We don't currently have a AHRS.groundspeed_estimate() function, but it
would be easy to add one. It would use GPS ground speed when available,
and use the dead reckoning when not.

In SITL you can test this by setting SIM_GPS_DISABLE to 1, which will
lose GPS lock in the SIM. If you are using the mavproxy map module then
you will see two planes (a red and a blue) for the real and estimated
position of the plane

Cheers, Tridge

[Andrew Tridgell]

Hi Paul,

Thanks for your analysis!

> For this reason I would recommend that reference length be scaled
> automatically with ground speed, and that the user selects a natural
> frequency for the loop.

that sounds very sensible. We often have planes that fly over a wide
range of ground speeds, especially on landing approach vs cruise. To
keep the line-up with the runway on landing good having this scaling
could help a lot.

> I can provide the maths/code for these changes.

yes please!

If you can start with the runtime selectable version that Brandon/Arthur
have done that would be great.

We may also want to move the old algorithm into a library as
well. Eventually if we are happy with the new one we may remove the old
one.

Cheers, Tridge

[Brandon Jones]

Hi Paul,

Thanks for analysis! 

I completely agree with implementing #1 for the reasons you state.  A gain with units of seconds would be very intuitive for people to set.  I also suspect that this gain could be written in terms of the roll-mode time constant of the aircraft, which could be estimated on-line.  But that would be a project on its own.

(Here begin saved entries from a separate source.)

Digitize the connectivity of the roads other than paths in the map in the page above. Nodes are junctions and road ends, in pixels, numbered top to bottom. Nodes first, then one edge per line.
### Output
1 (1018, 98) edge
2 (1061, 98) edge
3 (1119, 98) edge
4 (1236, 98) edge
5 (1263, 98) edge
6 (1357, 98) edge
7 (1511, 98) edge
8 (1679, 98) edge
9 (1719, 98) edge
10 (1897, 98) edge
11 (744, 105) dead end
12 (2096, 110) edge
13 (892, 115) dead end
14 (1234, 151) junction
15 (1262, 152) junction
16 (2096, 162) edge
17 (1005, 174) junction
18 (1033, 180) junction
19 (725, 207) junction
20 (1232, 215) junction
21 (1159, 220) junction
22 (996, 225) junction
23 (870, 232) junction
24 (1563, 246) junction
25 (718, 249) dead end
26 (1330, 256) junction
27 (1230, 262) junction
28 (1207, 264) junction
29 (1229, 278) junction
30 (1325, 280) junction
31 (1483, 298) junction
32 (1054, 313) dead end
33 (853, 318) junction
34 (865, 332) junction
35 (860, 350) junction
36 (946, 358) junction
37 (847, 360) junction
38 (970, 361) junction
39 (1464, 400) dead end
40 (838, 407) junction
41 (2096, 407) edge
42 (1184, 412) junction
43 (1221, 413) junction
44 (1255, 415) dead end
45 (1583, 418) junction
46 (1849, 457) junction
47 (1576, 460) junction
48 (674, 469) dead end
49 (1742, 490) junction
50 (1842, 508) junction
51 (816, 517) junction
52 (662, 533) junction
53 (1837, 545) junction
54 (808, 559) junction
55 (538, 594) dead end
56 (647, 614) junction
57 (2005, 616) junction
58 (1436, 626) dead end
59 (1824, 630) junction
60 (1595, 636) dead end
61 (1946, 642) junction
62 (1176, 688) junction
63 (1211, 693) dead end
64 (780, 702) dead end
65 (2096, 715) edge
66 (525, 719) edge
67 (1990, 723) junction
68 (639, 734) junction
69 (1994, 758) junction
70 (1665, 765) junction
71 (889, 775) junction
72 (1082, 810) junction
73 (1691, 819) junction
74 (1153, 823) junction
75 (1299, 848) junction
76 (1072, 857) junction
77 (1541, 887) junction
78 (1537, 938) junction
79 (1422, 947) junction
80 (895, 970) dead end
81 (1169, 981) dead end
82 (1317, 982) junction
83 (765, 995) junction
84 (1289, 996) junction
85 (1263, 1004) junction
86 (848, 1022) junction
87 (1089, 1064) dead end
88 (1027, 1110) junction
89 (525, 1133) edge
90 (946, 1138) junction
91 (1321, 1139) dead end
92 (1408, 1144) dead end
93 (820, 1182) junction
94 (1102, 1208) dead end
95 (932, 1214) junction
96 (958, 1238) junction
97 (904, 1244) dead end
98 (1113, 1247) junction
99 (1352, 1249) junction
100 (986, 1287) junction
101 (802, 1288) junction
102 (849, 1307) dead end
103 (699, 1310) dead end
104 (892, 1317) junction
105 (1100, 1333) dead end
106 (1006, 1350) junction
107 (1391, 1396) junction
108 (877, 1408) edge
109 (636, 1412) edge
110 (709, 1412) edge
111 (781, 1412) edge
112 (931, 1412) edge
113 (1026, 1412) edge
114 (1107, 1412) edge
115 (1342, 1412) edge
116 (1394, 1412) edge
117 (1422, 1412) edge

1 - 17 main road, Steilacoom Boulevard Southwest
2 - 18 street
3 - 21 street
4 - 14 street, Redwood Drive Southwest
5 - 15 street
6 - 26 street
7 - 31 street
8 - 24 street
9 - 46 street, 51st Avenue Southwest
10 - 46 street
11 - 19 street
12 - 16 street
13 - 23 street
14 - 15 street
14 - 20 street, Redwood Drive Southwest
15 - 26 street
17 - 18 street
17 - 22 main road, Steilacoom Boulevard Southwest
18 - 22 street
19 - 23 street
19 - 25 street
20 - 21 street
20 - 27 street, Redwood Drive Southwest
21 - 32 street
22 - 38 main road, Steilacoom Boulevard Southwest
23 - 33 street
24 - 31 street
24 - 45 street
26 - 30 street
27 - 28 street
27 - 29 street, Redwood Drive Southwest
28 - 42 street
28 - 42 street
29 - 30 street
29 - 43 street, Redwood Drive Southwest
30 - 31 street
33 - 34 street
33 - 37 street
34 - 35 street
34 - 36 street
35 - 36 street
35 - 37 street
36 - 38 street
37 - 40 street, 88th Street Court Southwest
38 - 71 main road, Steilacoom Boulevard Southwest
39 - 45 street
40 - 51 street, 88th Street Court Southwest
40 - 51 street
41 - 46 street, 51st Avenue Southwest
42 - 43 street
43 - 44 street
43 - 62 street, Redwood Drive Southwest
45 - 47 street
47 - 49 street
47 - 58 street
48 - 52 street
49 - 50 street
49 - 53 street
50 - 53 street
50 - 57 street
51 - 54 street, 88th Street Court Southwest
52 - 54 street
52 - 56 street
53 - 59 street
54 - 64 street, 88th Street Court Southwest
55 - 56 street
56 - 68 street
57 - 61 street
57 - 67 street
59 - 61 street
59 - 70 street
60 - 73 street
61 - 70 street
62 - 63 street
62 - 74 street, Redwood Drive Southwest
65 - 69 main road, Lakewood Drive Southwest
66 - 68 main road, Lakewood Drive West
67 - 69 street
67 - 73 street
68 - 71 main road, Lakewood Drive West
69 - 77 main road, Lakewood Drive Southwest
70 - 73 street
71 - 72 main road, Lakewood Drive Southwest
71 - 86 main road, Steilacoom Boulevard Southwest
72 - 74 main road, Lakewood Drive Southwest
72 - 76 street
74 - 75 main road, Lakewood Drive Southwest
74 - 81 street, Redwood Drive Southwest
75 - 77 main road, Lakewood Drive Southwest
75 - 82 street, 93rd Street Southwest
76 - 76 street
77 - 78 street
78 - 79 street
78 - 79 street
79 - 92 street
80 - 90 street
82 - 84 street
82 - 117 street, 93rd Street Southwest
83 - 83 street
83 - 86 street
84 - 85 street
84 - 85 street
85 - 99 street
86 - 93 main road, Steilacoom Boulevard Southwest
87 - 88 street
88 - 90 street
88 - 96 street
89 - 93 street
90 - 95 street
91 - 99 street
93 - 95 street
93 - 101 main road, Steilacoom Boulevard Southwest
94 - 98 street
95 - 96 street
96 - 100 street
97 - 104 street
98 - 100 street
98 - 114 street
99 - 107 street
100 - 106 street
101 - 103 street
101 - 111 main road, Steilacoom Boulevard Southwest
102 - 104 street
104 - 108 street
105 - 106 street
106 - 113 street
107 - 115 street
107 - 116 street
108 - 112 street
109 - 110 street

Also agree the 0.707 damping ratio is a limitation of note.  Definitely interested in your idea on adding additional damping, especially for those airframes that would otherwise require large reference lengths.  Is you idea similar in principle to adding cross-track error-rate feedback?

-Brandon

On Thu, Mar 14, 2013 at 5:27 PM, Paul Riseborough <p_rise...@live.com.au> wrote:

Brandon/Tridge,
 
I've finished looking through Brandons code patch and of the three patches out there at the moment I believe it to be the best solution. Leaving aside the normal implementation cleanup type of stuff (divide by zero protection, etc) there are a couple of algorithm modifications which I would like to propose which will reduce potential tuning difficulties across a wider range of vehicles:
 
1) Looking at the source paper, the natural frequency of the navigaton loop is proportional to the ratio of ground speed to reference length. Because of the potential for coupling between the navigation loop and autopilot bank angle control loop, it is preferable that this frequency be kept constant. For this reason I would recommend that reference length be scaled automatically with ground speed, and that the user selects a natural frequency for the loop. This way a conservative initial value can be set that will work for a wider range of airframes (users can always tweak the requency to a bigger number if they want to tighten up the tracking) and the risk of running into stability issues with higher speed vehicles and tailwinds is reduced.
 
2) The fixed damping ratio of 1/sqrt(2) will limit the natural frequency/gain that can be used before lag from demanded to achieved lateral acceleration eats away the phase margin and damping beccomes unacceptable. Looking at the paper there is simple way to incorporate additional damping using on the n2 angle that will scale automatically with ground speed and reference length. This would enable the user to select the damping ratio for the loop. Unfortunately many of the airframes out there (eg Skywalker) suffer from poor roll rates and adverse yaw, so some adjustment to damping is desirable.

 
I can provide the maths/code for these changes.
 

Regards,
 
Paul
 

> From: tri...@samba.org
> To: brnj...@gmail.com

> Subject: Re: [ardupilot] Plane: L1 Control for Straight and Curved Path Following (#101)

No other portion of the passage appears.